1. Field of the Invention
The present invention relates generally to imaging, and in particular, to a method apparatus, system, and article of manufacture for imaging astronomical spectral regions.
2. Description of the Related Art
The sounding rocket experiment FIRE (Far-ultraviolet Imaging Rocket Experiment) illustrates the ability to image a spectral region that hitherto has been unexplored astronomically. The imaging band of FIRE (˜900-1100 Angstroms (Å) electromagnetic radiation wavelength) helps fill a wavelength imaging observation hole existing from ˜620 Å to the GALEX (Galaxy Evolution Explorer™) observed band near 1350 Å wavelength. Demonstration of the usefulness of the FIRE wavelength band provides the ability to develop/conduct space-based missions that can find and study quasars, star forming regions and galaxies and other UV (ultraviolet) bright objects.
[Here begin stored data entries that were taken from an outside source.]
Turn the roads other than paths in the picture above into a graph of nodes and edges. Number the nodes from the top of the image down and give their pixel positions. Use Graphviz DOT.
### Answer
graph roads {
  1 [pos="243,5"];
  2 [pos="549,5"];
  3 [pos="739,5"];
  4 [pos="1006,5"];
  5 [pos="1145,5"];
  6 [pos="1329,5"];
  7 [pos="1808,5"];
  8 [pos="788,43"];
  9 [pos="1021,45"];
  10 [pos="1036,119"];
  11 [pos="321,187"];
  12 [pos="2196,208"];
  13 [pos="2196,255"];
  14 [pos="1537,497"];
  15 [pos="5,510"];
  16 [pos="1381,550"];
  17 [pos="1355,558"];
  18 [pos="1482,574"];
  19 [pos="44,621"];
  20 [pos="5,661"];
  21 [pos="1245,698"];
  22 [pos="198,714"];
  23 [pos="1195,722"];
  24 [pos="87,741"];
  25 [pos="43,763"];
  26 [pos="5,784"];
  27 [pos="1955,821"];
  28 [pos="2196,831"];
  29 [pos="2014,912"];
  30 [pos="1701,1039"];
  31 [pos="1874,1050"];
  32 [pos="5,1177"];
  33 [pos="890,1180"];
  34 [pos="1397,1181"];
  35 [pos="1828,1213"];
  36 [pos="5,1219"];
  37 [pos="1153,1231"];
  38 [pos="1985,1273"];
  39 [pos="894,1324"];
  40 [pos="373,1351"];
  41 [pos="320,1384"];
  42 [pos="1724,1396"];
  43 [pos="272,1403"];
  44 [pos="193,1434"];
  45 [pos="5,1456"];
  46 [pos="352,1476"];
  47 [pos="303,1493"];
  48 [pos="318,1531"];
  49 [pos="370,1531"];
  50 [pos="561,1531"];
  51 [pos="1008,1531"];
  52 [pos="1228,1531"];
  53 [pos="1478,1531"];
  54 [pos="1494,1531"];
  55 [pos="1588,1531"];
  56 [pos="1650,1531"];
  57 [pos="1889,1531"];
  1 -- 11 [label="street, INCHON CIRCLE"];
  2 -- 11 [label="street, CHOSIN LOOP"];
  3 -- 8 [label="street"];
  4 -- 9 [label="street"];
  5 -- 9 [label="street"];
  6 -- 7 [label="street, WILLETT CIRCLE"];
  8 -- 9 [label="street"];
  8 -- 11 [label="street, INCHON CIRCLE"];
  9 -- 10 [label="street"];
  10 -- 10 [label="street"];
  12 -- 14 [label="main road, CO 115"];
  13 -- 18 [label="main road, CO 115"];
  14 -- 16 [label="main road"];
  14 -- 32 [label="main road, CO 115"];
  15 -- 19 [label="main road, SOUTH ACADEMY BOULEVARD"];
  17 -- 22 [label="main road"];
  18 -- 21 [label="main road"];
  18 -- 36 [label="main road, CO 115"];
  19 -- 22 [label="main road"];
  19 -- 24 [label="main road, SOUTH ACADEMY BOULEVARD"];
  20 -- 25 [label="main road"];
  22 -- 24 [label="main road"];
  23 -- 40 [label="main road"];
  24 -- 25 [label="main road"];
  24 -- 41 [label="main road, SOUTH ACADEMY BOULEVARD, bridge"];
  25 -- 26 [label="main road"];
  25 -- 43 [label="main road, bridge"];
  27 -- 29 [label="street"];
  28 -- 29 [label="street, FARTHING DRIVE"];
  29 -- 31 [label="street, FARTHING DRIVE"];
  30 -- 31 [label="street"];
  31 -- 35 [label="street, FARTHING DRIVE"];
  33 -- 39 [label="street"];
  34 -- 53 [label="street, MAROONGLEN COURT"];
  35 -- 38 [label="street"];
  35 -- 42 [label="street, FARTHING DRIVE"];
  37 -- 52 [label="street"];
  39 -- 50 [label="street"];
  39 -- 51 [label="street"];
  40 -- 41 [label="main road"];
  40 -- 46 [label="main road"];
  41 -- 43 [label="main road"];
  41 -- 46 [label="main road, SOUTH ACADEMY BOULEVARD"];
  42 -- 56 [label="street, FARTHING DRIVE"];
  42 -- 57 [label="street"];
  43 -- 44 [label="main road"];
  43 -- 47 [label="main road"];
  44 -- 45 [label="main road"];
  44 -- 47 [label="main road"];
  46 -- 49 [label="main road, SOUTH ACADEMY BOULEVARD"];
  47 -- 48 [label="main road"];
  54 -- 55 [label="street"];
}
Star formation typically produces the hottest, brightest types of stars, O stars, 30,000-50,000° C. The emission peaks of O stars are within the FIRE waveband and constitute a majority of all the observed light emitted at these wavelengths. Therefore, the 900-1100 Å band provides the most sensitive indicator of young, massive stars. Combining this information with UV and visible wavelength data from other missions and comparing the spectral colors to stellar evolution models can help with the determination of the star formation history.
Complicating an accurate determination of the stellar population of young, hot stars is the intervening dust. To determine the quantity of O stars, one must first determine the effect this dust has on the recorded spectrum. The extinction due to dust, however, varies strongly with wavelength in the UV and over differing lines-of-sight. GALEX has previously attempted this measurement and effectively gave two data points corresponding to the two wavelength bands it measured, 1350-1780 Å and 1770-2800 Å. FIRE has similar angular resolution and field-of-view as GALEX and is intended to compliment that mission with the 900-1100 Å measurement. Combined with visible light measurements, this produces four points upon which a dust extinction model can be determined. While this does not uniquely constrain extinction models, it limits the possibilities, allowing more accurate removal of the effects of the intervening dust.
FIRE is a single optic prime focus telescope with a 1.75 m focal length. The bandpass of 900-1100 Å wavelength is set by a combination of the mirror coating, the indium filter in front of the detector and the salt coating on the front of the detector's micro-channel plates. Critical to this is the indium filter that must reduce the flux from Lyman-alpha at 1216 Å by a minimum factor of 10−4. The cost of this Lyman-alpha removal is that the filter is not fully transparent at the desired wavelengths of 900-1100 Å.
Accordingly, the prior art fails to provide filters that sufficiently remove Lyman-alpha while maintaining sufficient transparency. The above example illustrates the utility of an indium filter for ultraviolet astronomy applications, but it is clear that high quality filters are useful for a variety of imaging applications for a wide variety of regions of the electromagnetic spectrum.